Creating a dataset with LeRobotDataset.create()

LeRobotDataset.create() creates a write-mode dataset. In the current LeRobot source, the important arguments include repo_id, fps, features, root, robot_type, use_videos, tolerance_s, batch_encoding_size, streaming_encoding, video_files_size_in_mb, and data_files_size_in_mb. After creation, you call add_frame(), save_episode(), then finalize().

Here is a skeleton converter from synchronized episode frames:

from pathlib import Path
from lerobot.datasets.lerobot_dataset import LeRobotDataset

dataset = LeRobotDataset.create(
    repo_id="vnrobo/g1-pick-bin-v1",
    fps=30,
    features=features,
    root=Path("/data/lerobot/vnrobo/g1-pick-bin-v1"),
    robot_type="unitree_g1",
    use_videos=True,
    batch_encoding_size=4,
    streaming_encoding=False,
    video_files_size_in_mb=200,
    data_files_size_in_mb=100,
)

for episode in synchronized_episodes:
    for frame in episode.frames:
        dataset.add_frame({
            "observation.state": frame.state.astype("float32"),
            "action": frame.action.astype("float32"),
            "observation.images.head": frame.head_rgb,
            "observation.images.left_wrist": frame.left_wrist_rgb,
            "observation.images.right_wrist": frame.right_wrist_rgb,
            "task": episode.task_text,
        })

    dataset.save_episode()

dataset.finalize()

For beginners, the task field deserves attention. It is added on each frame so the writer can map natural-language task strings to task_index and update meta/tasks.parquet. You should not hand-edit tasks.parquet. Letting the writer own the index reduces drift between frame rows and episode metadata.

After the dataset is written, run a quick smoke test:

find /data/lerobot/vnrobo/g1-pick-bin-v1 -maxdepth 3 -type f | sort | head -50

python - <<'PY'
from lerobot.datasets.lerobot_dataset import LeRobotDataset

ds = LeRobotDataset(
    "vnrobo/g1-pick-bin-v1",
    root="/data/lerobot/vnrobo/g1-pick-bin-v1",
)

print("episodes:", ds.num_episodes)
print("frames:", len(ds))
print("features:", ds.features.keys())
sample = ds[0]
print(sample["timestamp"], sample["observation.state"].shape, sample["action"].shape)
PY

Loading the first sample does not prove the dataset is good.
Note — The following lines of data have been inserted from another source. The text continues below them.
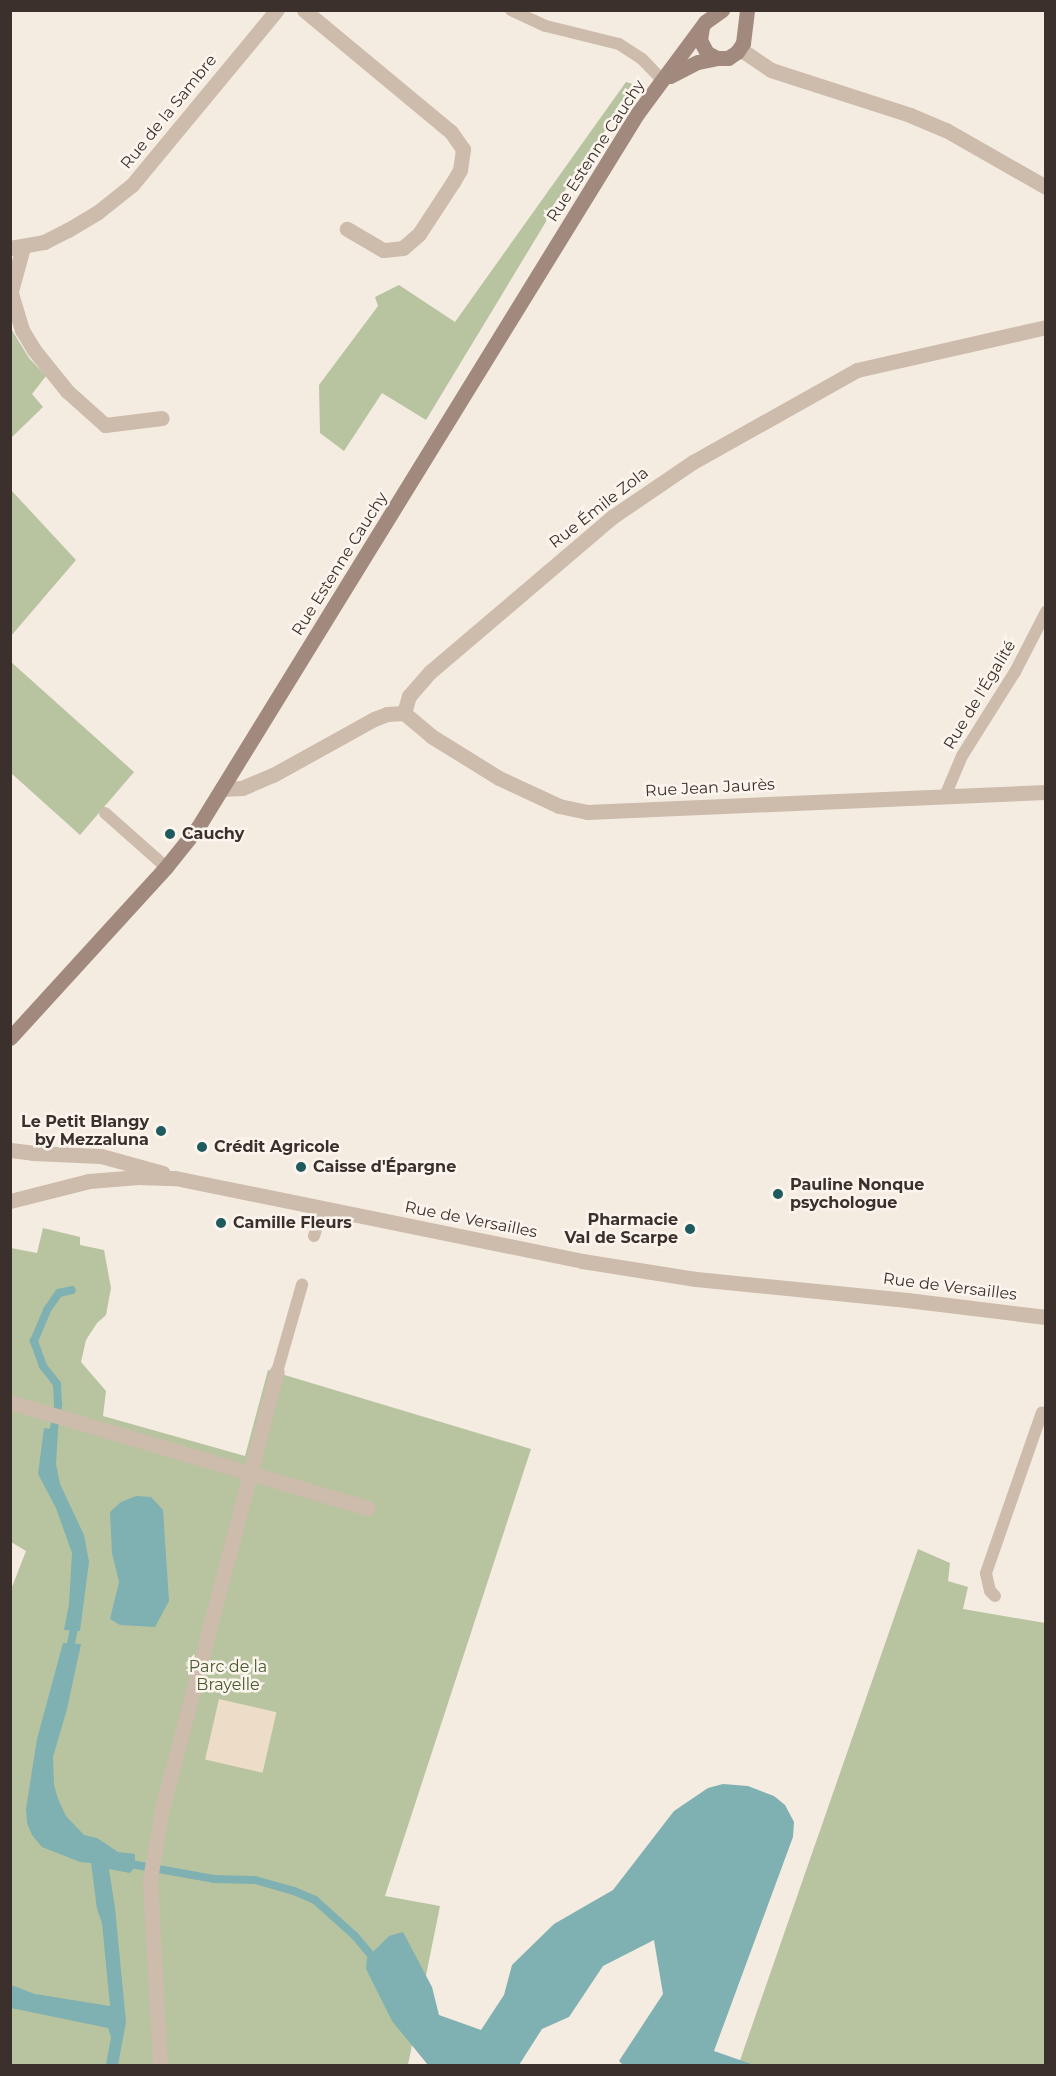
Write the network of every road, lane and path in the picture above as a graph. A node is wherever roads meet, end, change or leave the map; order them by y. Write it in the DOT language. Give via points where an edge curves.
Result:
graph roads {
  1 [pos="277,10"];
  2 [pos="304,10"];
  3 [pos="511,10"];
  4 [pos="747,10"];
  5 [pos="718,13"];
  6 [pos="702,27"];
  7 [pos="742,42"];
  8 [pos="717,58"];
  9 [pos="663,81"];
  10 [pos="1046,187"];
  11 [pos="347,229"];
  12 [pos="17,248"];
  13 [pos="11,290"];
  14 [pos="1046,327"];
  15 [pos="162,418"];
  16 [pos="1046,612"];
  17 [pos="404,713"];
  18 [pos="222,789"];
  19 [pos="1046,792"];
  20 [pos="945,796"];
  21 [pos="105,813"];
  22 [pos="166,867"];
  23 [pos="10,1038"];
  24 [pos="10,1150"];
  25 [pos="175,1178"];
  26 [pos="10,1201"];
  27 [pos="322,1209"];
  28 [pos="314,1236"];
  29 [pos="302,1285"];
  30 [pos="1042,1315"];
  31 [pos="277,1372"];
  32 [pos="10,1402"];
  33 [pos="1042,1412"];
  34 [pos="252,1475"];
  35 [pos="368,1508"];
  36 [pos="995,1596"];
  37 [pos="160,2066"];
  1 -- 12 [label="street, Rue de la Sambre" via="132,185 68,230 44,242"];
  2 -- 11 [label="street" via="451,132 462,149 460,170 453,182 419,234 403,248 383,250"];
  3 -- 9 [label="lane" via="546,26 620,44"];
  4 -- 7 [label="main road"];
  5 -- 6 [label="main road"];
  5 -- 7 [label="main road" via="739,23"];
  6 -- 8 [label="main road" via="703,47"];
  6 -- 9 [label="main road, Rue Estenne Cauchy"];
  7 -- 8 [label="main road" via="728,58"];
  7 -- 10 [label="street" via="771,70 946,130"];
  8 -- 9 [label="main road, Rue Estenne Cauchy" via="689,66"];
  9 -- 18 [label="main road, Rue Estenne Cauchy" via="626,131"];
  12 -- 13 [label="street"];
  13 -- 15 [label="street" via="22,330 34,350 67,391 105,425"];
  14 -- 17 [label="street, Rue Émile Zola" via="857,370 693,462 612,517 430,672 409,696"];
  16 -- 20 [label="lane, Rue de l'Égalité" via="1015,672 962,756"];
  17 -- 18 [label="street" via="374,719 242,788"];
  17 -- 20 [label="street, Rue Jean Jaurès" via="431,736 500,778 559,806 587,812"];
  18 -- 22 [label="main road, Rue Estenne Cauchy"];
  19 -- 20 [label="street, Rue Jean Jaurès"];
  21 -- 22 [label="lane"];
  22 -- 23 [label="main road, Rue Estenne Cauchy"];
  24 -- 25 [label="street" via="101,1156"];
  25 -- 26 [label="street, Rue de Versailles" via="89,1181"];
  25 -- 27 [label="street, Rue de Versailles"];
  27 -- 28 [label="lane"];
  27 -- 30 [label="street, Rue de Versailles" via="582,1261 711,1282"];
  29 -- 31 [label="lane"];
  31 -- 34 [label="street"];
  32 -- 34 [label="street"];
  33 -- 36 [label="lane" via="986,1573"];
  34 -- 35 [label="street"];
  34 -- 37 [label="street" via="162,1809 150,1880"];
}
It only proves the files are readable. You still need the QA layer in part 5: duration checks, black-frame detection, action spike detection, and task-label review.

When to keep Parquet+MP4

Keep LeRobot Parquet+MP4 as the main dataset when any of these conditions apply:

Situation Why LeRobot should stay
You want to upload to Hugging Face Hub The Hub understands dataset repos, metadata, cards, streaming, and sharded files better than a private cache
Other people need to inspect the data Parquet can be read with PyArrow/Pandas, and MP4 can be opened by common tools
You train with LeRobot policies LeRobotDataset returns tensor dictionaries compatible with DataLoader and supports delta_timestamps
You version datasets as releases repo_id, dataset cards, stats, and metadata make audits easier
The schema is still changing Parquet+MP4 is easier to inspect and migrate than a custom binary trajectory cache

LeRobot is also a strong fit for the data review phase. A data supervisor can open metadata, count episodes per task, inspect video shards, and check meta/episodes for episodes that are too short. When the dataset must be shared with another team, LeRobot is the common language.

The tradeoff is throughput. With multi-camera humanoid data, the loader may need to read Parquet, resolve episode/frame offsets, decode MP4, apply transforms, and collate the batch. This is fine for many projects. But once you fine-tune on hundreds of thousands of episodes for many experiments, IO and video decoding can become the bottleneck.

Where Robo-DM .vla fits

Robo-DM provides a Trajectory abstraction for writing multimodal robot data into .vla files. Its README shows the basic pattern:

import robodm

trajectory = robodm.Trajectory(path="/tmp/robot_demo.vla", mode="w")
trajectory.add("camera/rgb", image)
trajectory.add("robot/joint_positions", qpos)
trajectory.add("action/gripper_action", gripper_action)
trajectory.close()

The script examples/lerobot/lerobot_to_robodm_ingestion.py applies this idea to LeRobot. It loads LeRobotDataset, groups samples by episode_index, sorts them by frame_index, creates episode_XXX.vla, and calls Trajectory.add() for images, state, action, reward, and done signals when present. run_pipeline.py then demonstrates a more complete workflow: if robodm_data_dir already exists, ingestion is skipped; the pipeline loads .vla, builds a DataLoader, and trains a policy.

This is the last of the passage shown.